Description of the task:
Copy without pictures. Please restate each line of the listing exactly.

Listed entries:
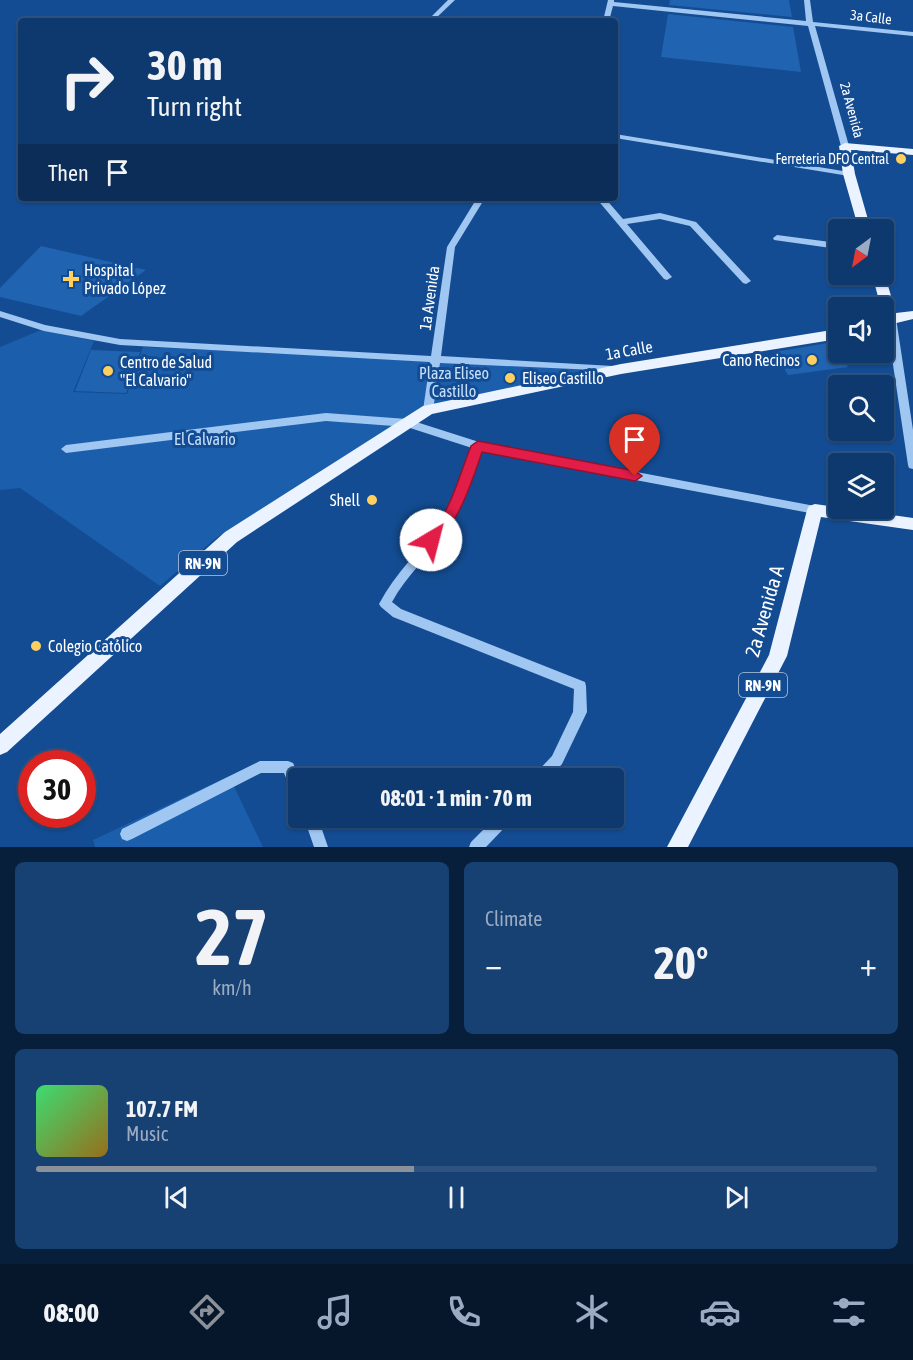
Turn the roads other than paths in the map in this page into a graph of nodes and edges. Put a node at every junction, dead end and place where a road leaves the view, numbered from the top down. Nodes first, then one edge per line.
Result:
1 (452, 0) edge
2 (807, 0) edge
3 (611, 2) edge
4 (433, 18) edge
5 (607, 18) edge
6 (810, 22) junction
7 (913, 34) edge
8 (618, 136) edge
9 (845, 146) junction
10 (913, 152) edge
11 (849, 174) junction
12 (480, 201) edge
13 (603, 201) edge
14 (862, 219) edge
15 (621, 222) junction
16 (777, 238) dead end
17 (828, 245) edge
18 (667, 277) dead end
19 (746, 281) dead end
20 (0, 314) edge
21 (913, 315) edge
22 (894, 319) edge
23 (828, 336) edge
24 (894, 359) edge
25 (436, 360) junction
26 (621, 369) junction
27 (428, 410) junction
28 (407, 423) junction
29 (478, 446) junction
30 (66, 449) dead end
31 (913, 465) edge
32 (815, 510) junction
33 (913, 524) edge
34 (0, 746) edge
35 (288, 768) edge
36 (549, 768) edge
37 (314, 828) edge
38 (494, 828) edge
39 (127, 834) dead end
40 (321, 847) edge
41 (476, 847) edge
42 (677, 847) edge

1 - 4 street
2 - 6 street, 2a Avenida
3 - 5 street
3 - 6 street, 3a Calle
6 - 7 street, 3a Calle
6 - 9 street, 2a Avenida
8 - 11 street
9 - 10 main road
9 - 11 main road, 2a Avenida
11 - 14 main road, 2a Avenida
12 - 25 street, 1a Avenida
13 - 15 street
15 - 18 street
15 - 19 street
16 - 17 street
20 - 25 street
21 - 22 main road
23 - 26 main road, 1a Calle / RN-9N
24 - 31 street
25 - 26 street
25 - 27 street, 1a Avenida
26 - 27 main road, 1a Calle / RN-9N
27 - 28 main road, RN-9N
28 - 29 street
28 - 30 street
28 - 34 main road, RN-9N
29 - 32 street
29 - 36 street
32 - 33 main road
32 - 42 main road, 2a Avenida A / RN-9N
35 - 39 street
37 - 40 street
38 - 41 street

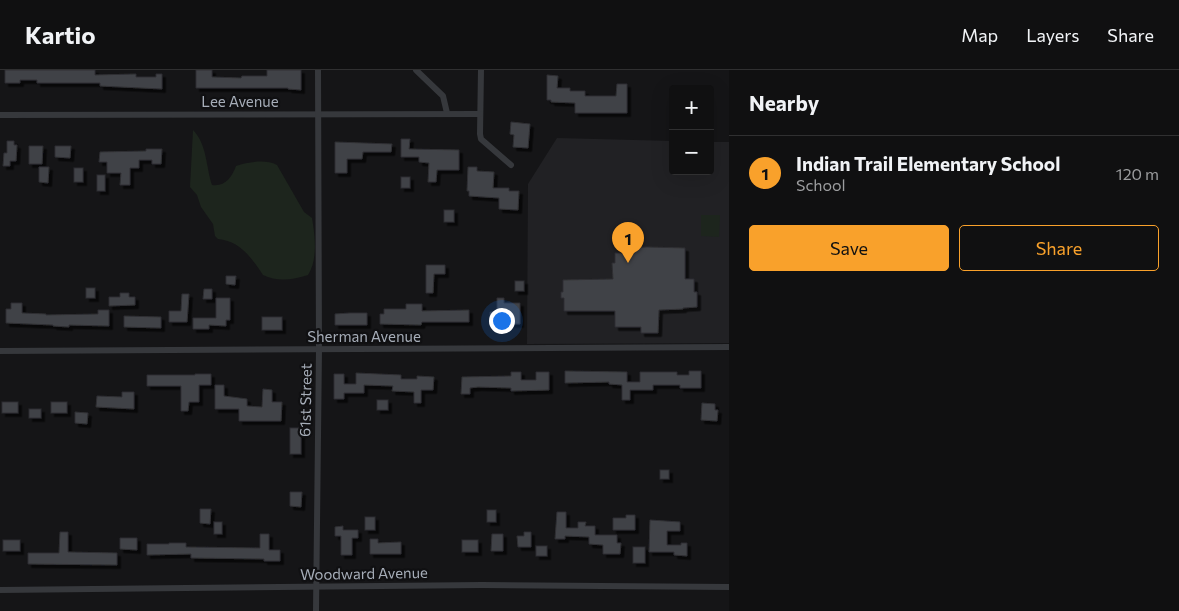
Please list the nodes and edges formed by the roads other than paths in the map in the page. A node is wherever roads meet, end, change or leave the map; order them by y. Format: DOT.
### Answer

Result of this exercise:
Turn the roads other than paths in the map in this page into a graph of nodes and edges. Put a node at every junction, dead end and place where a road leaves the view, numbered from the top down. Nodes first, then one edge per line.
Result:
1 (452, 0) edge
2 (807, 0) edge
3 (611, 2) edge
4 (433, 18) edge
5 (607, 18) edge
6 (810, 22) junction
7 (913, 34) edge
8 (618, 136) edge
9 (845, 146) junction
10 (913, 152) edge
11 (849, 174) junction
12 (480, 201) edge
13 (603, 201) edge
14 (862, 219) edge
15 (621, 222) junction
16 (777, 238) dead end
17 (828, 245) edge
18 (667, 277) dead end
19 (746, 281) dead end
20 (0, 314) edge
21 (913, 315) edge
22 (894, 319) edge
23 (828, 336) edge
24 (894, 359) edge
25 (436, 360) junction
26 (621, 369) junction
27 (428, 410) junction
28 (407, 423) junction
29 (478, 446) junction
30 (66, 449) dead end
31 (913, 465) edge
32 (815, 510) junction
33 (913, 524) edge
34 (0, 746) edge
35 (288, 768) edge
36 (549, 768) edge
37 (314, 828) edge
38 (494, 828) edge
39 (127, 834) dead end
40 (321, 847) edge
41 (476, 847) edge
42 (677, 847) edge

1 - 4 street
2 - 6 street, 2a Avenida
3 - 5 street
3 - 6 street, 3a Calle
6 - 7 street, 3a Calle
6 - 9 street, 2a Avenida
8 - 11 street
9 - 10 main road
9 - 11 main road, 2a Avenida
11 - 14 main road, 2a Avenida
12 - 25 street, 1a Avenida
13 - 15 street
15 - 18 street
15 - 19 street
16 - 17 street
20 - 25 street
21 - 22 main road
23 - 26 main road, 1a Calle / RN-9N
24 - 31 street
25 - 26 street
25 - 27 street, 1a Avenida
26 - 27 main road, 1a Calle / RN-9N
27 - 28 main road, RN-9N
28 - 29 street
28 - 30 street
28 - 34 main road, RN-9N
29 - 32 street
29 - 36 street
32 - 33 main road
32 - 42 main road, 2a Avenida A / RN-9N
35 - 39 street
37 - 40 street
38 - 41 street

Please list the nodes and edges formed by the roads other than paths in the map in the page. A node is wherever roads meet, end, change or leave the map; order them by y. Format: DOT.
### Answer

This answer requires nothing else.